Data excerpts

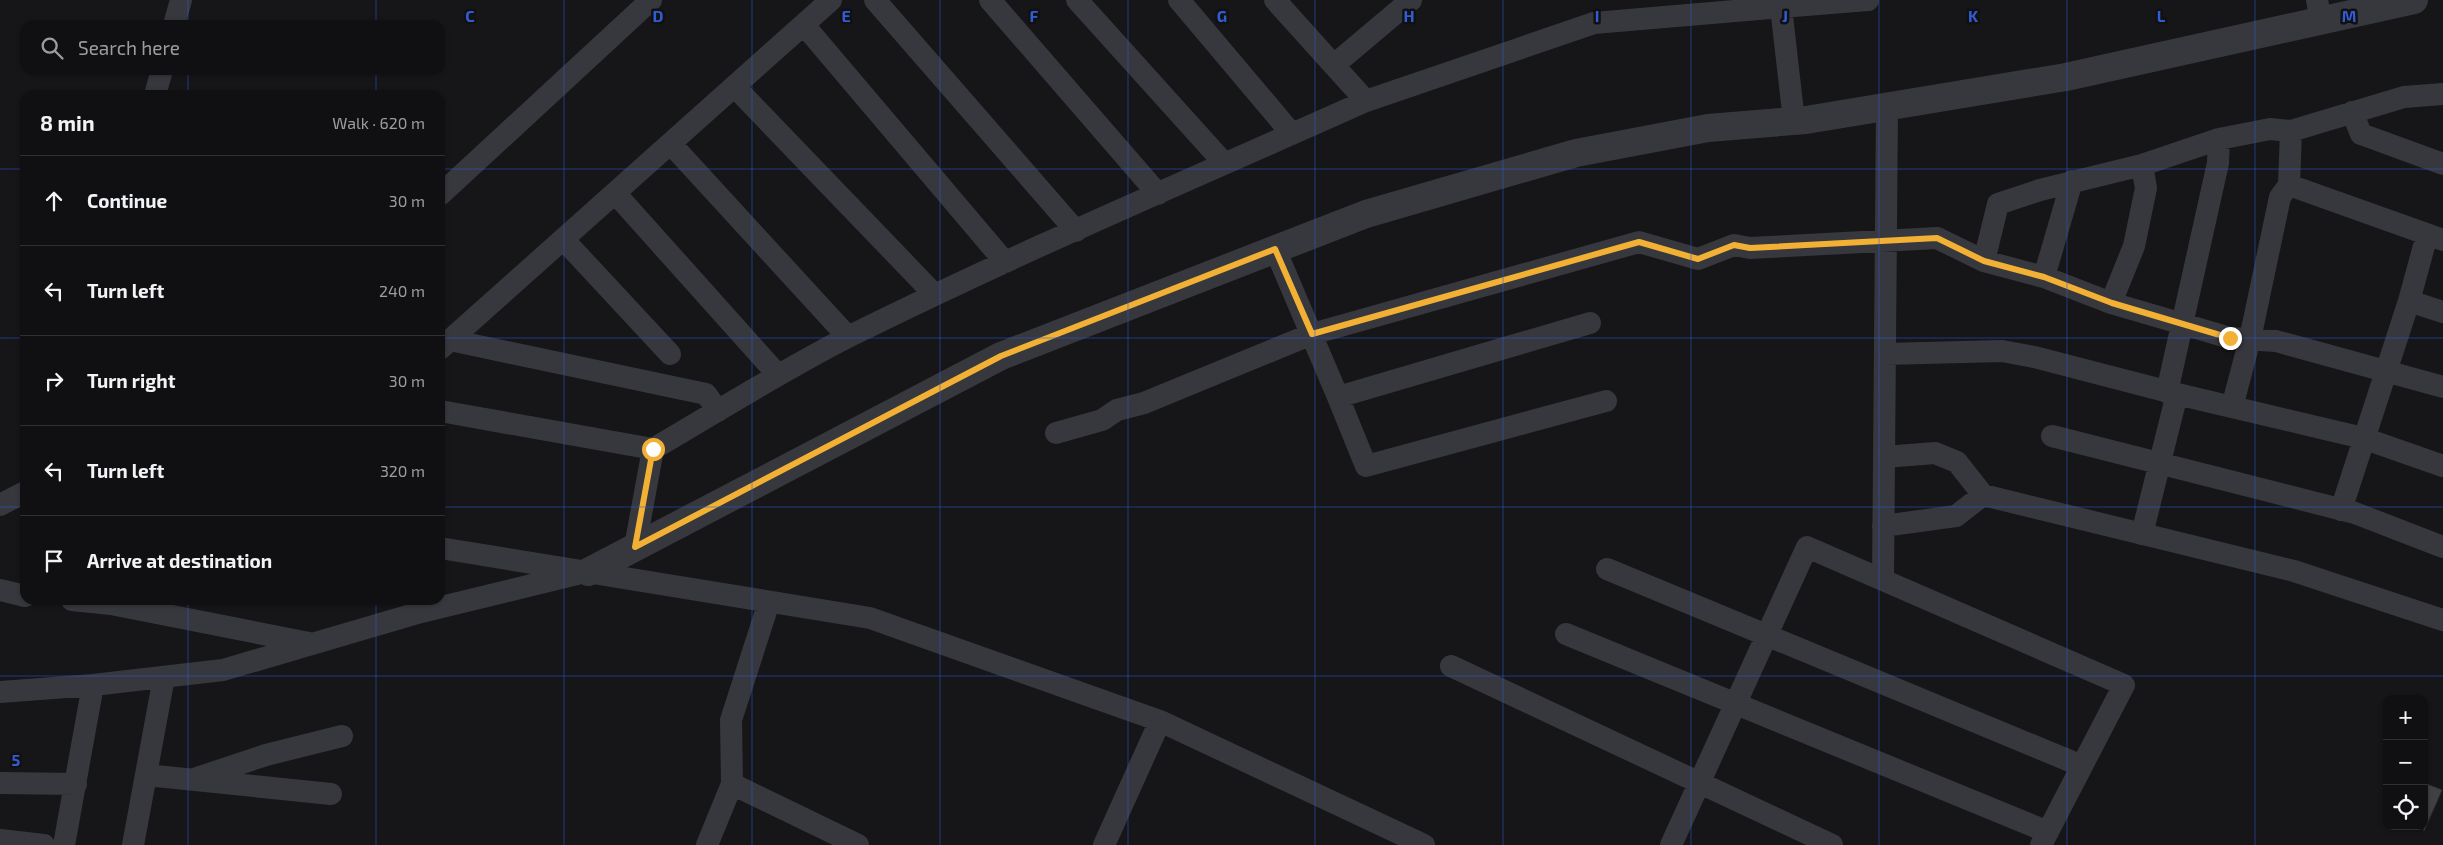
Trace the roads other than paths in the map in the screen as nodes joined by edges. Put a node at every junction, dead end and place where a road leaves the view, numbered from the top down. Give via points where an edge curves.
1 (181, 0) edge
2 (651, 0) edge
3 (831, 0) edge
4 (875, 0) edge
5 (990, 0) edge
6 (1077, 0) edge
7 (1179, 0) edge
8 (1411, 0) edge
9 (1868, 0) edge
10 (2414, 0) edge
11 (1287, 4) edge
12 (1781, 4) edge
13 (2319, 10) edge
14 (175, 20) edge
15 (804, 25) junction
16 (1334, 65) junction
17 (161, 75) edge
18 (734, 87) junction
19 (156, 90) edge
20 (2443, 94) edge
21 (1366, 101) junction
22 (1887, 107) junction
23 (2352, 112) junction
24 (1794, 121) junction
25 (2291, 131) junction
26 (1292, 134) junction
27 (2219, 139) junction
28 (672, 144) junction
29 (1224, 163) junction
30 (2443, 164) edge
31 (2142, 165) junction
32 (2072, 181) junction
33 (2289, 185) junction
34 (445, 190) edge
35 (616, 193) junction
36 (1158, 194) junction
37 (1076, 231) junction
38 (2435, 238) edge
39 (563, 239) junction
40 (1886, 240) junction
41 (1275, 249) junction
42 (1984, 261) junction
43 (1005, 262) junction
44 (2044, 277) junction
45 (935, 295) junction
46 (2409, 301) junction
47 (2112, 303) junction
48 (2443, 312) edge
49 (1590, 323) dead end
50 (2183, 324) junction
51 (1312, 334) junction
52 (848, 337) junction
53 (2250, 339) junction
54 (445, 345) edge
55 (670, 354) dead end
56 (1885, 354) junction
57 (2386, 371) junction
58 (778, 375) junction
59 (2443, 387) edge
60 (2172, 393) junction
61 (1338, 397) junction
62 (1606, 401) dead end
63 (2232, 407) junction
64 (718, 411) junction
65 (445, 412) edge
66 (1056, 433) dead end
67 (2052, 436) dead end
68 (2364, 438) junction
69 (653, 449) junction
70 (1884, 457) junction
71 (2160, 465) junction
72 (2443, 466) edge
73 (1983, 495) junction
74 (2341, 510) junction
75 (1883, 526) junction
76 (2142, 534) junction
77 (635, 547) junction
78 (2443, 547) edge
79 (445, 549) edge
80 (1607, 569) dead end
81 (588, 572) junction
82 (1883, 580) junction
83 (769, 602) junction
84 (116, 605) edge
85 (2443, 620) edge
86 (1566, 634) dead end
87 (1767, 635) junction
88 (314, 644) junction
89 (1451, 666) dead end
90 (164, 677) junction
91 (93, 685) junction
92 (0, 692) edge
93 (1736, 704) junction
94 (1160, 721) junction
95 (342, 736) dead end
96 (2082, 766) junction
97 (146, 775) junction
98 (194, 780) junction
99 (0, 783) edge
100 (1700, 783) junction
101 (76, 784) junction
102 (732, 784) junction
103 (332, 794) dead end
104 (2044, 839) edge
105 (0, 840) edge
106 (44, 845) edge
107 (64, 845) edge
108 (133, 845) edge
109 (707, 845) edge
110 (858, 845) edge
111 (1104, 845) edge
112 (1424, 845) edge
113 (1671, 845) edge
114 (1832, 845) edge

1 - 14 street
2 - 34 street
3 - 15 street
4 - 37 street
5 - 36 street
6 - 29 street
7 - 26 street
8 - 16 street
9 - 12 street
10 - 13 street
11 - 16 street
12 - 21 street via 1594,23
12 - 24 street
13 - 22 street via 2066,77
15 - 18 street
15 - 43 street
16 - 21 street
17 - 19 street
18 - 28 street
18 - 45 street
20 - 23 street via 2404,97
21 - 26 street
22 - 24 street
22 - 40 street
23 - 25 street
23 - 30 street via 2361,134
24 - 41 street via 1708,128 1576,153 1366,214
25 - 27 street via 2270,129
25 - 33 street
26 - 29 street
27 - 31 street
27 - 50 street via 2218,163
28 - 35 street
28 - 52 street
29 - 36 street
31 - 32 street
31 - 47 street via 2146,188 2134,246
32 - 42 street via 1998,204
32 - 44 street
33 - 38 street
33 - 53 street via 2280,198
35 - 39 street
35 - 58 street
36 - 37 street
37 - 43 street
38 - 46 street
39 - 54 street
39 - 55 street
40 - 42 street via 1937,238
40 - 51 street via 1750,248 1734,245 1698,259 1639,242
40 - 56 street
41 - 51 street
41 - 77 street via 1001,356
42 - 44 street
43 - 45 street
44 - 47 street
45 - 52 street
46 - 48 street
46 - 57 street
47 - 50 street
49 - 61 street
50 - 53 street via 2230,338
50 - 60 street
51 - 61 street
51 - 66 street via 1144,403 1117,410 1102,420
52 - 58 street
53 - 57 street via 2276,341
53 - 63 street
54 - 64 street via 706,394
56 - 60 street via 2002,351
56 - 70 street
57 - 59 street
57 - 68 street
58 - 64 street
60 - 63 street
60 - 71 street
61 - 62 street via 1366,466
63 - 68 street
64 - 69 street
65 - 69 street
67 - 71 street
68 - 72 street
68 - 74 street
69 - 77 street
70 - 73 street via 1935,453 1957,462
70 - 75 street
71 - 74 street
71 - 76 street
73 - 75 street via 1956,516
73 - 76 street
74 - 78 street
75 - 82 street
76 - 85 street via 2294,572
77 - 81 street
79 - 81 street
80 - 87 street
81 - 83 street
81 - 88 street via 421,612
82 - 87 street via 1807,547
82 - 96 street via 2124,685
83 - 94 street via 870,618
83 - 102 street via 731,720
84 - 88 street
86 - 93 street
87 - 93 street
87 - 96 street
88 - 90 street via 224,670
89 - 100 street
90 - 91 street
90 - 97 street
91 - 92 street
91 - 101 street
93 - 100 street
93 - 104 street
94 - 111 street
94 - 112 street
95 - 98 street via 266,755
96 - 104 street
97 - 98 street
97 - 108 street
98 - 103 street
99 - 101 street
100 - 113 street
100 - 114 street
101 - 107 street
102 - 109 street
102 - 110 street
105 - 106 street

AIM OF THE EXERCISE = Output each record above exactly; omit the images.

SOLUTION TO THIS EXERCISE =
Trace the roads other than paths in the map in the screen as nodes joined by edges. Put a node at every junction, dead end and place where a road leaves the view, numbered from the top down. Give via points where an edge curves.
1 (181, 0) edge
2 (651, 0) edge
3 (831, 0) edge
4 (875, 0) edge
5 (990, 0) edge
6 (1077, 0) edge
7 (1179, 0) edge
8 (1411, 0) edge
9 (1868, 0) edge
10 (2414, 0) edge
11 (1287, 4) edge
12 (1781, 4) edge
13 (2319, 10) edge
14 (175, 20) edge
15 (804, 25) junction
16 (1334, 65) junction
17 (161, 75) edge
18 (734, 87) junction
19 (156, 90) edge
20 (2443, 94) edge
21 (1366, 101) junction
22 (1887, 107) junction
23 (2352, 112) junction
24 (1794, 121) junction
25 (2291, 131) junction
26 (1292, 134) junction
27 (2219, 139) junction
28 (672, 144) junction
29 (1224, 163) junction
30 (2443, 164) edge
31 (2142, 165) junction
32 (2072, 181) junction
33 (2289, 185) junction
34 (445, 190) edge
35 (616, 193) junction
36 (1158, 194) junction
37 (1076, 231) junction
38 (2435, 238) edge
39 (563, 239) junction
40 (1886, 240) junction
41 (1275, 249) junction
42 (1984, 261) junction
43 (1005, 262) junction
44 (2044, 277) junction
45 (935, 295) junction
46 (2409, 301) junction
47 (2112, 303) junction
48 (2443, 312) edge
49 (1590, 323) dead end
50 (2183, 324) junction
51 (1312, 334) junction
52 (848, 337) junction
53 (2250, 339) junction
54 (445, 345) edge
55 (670, 354) dead end
56 (1885, 354) junction
57 (2386, 371) junction
58 (778, 375) junction
59 (2443, 387) edge
60 (2172, 393) junction
61 (1338, 397) junction
62 (1606, 401) dead end
63 (2232, 407) junction
64 (718, 411) junction
65 (445, 412) edge
66 (1056, 433) dead end
67 (2052, 436) dead end
68 (2364, 438) junction
69 (653, 449) junction
70 (1884, 457) junction
71 (2160, 465) junction
72 (2443, 466) edge
73 (1983, 495) junction
74 (2341, 510) junction
75 (1883, 526) junction
76 (2142, 534) junction
77 (635, 547) junction
78 (2443, 547) edge
79 (445, 549) edge
80 (1607, 569) dead end
81 (588, 572) junction
82 (1883, 580) junction
83 (769, 602) junction
84 (116, 605) edge
85 (2443, 620) edge
86 (1566, 634) dead end
87 (1767, 635) junction
88 (314, 644) junction
89 (1451, 666) dead end
90 (164, 677) junction
91 (93, 685) junction
92 (0, 692) edge
93 (1736, 704) junction
94 (1160, 721) junction
95 (342, 736) dead end
96 (2082, 766) junction
97 (146, 775) junction
98 (194, 780) junction
99 (0, 783) edge
100 (1700, 783) junction
101 (76, 784) junction
102 (732, 784) junction
103 (332, 794) dead end
104 (2044, 839) edge
105 (0, 840) edge
106 (44, 845) edge
107 (64, 845) edge
108 (133, 845) edge
109 (707, 845) edge
110 (858, 845) edge
111 (1104, 845) edge
112 (1424, 845) edge
113 (1671, 845) edge
114 (1832, 845) edge

1 - 14 street
2 - 34 street
3 - 15 street
4 - 37 street
5 - 36 street
6 - 29 street
7 - 26 street
8 - 16 street
9 - 12 street
10 - 13 street
11 - 16 street
12 - 21 street via 1594,23
12 - 24 street
13 - 22 street via 2066,77
15 - 18 street
15 - 43 street
16 - 21 street
17 - 19 street
18 - 28 street
18 - 45 street
20 - 23 street via 2404,97
21 - 26 street
22 - 24 street
22 - 40 street
23 - 25 street
23 - 30 street via 2361,134
24 - 41 street via 1708,128 1576,153 1366,214
25 - 27 street via 2270,129
25 - 33 street
26 - 29 street
27 - 31 street
27 - 50 street via 2218,163
28 - 35 street
28 - 52 street
29 - 36 street
31 - 32 street
31 - 47 street via 2146,188 2134,246
32 - 42 street via 1998,204
32 - 44 street
33 - 38 street
33 - 53 street via 2280,198
35 - 39 street
35 - 58 street
36 - 37 street
37 - 43 street
38 - 46 street
39 - 54 street
39 - 55 street
40 - 42 street via 1937,238
40 - 51 street via 1750,248 1734,245 1698,259 1639,242
40 - 56 street
41 - 51 street
41 - 77 street via 1001,356
42 - 44 street
43 - 45 street
44 - 47 street
45 - 52 street
46 - 48 street
46 - 57 street
47 - 50 street
49 - 61 street
50 - 53 street via 2230,338
50 - 60 street
51 - 61 street
51 - 66 street via 1144,403 1117,410 1102,420
52 - 58 street
53 - 57 street via 2276,341
53 - 63 street
54 - 64 street via 706,394
56 - 60 street via 2002,351
56 - 70 street
57 - 59 street
57 - 68 street
58 - 64 street
60 - 63 street
60 - 71 street
61 - 62 street via 1366,466
63 - 68 street
64 - 69 street
65 - 69 street
67 - 71 street
68 - 72 street
68 - 74 street
69 - 77 street
70 - 73 street via 1935,453 1957,462
70 - 75 street
71 - 74 street
71 - 76 street
73 - 75 street via 1956,516
73 - 76 street
74 - 78 street
75 - 82 street
76 - 85 street via 2294,572
77 - 81 street
79 - 81 street
80 - 87 street
81 - 83 street
81 - 88 street via 421,612
82 - 87 street via 1807,547
82 - 96 street via 2124,685
83 - 94 street via 870,618
83 - 102 street via 731,720
84 - 88 street
86 - 93 street
87 - 93 street
87 - 96 street
88 - 90 street via 224,670
89 - 100 street
90 - 91 street
90 - 97 street
91 - 92 street
91 - 101 street
93 - 100 street
93 - 104 street
94 - 111 street
94 - 112 street
95 - 98 street via 266,755
96 - 104 street
97 - 98 street
97 - 108 street
98 - 103 street
99 - 101 street
100 - 113 street
100 - 114 street
101 - 107 street
102 - 109 street
102 - 110 street
105 - 106 street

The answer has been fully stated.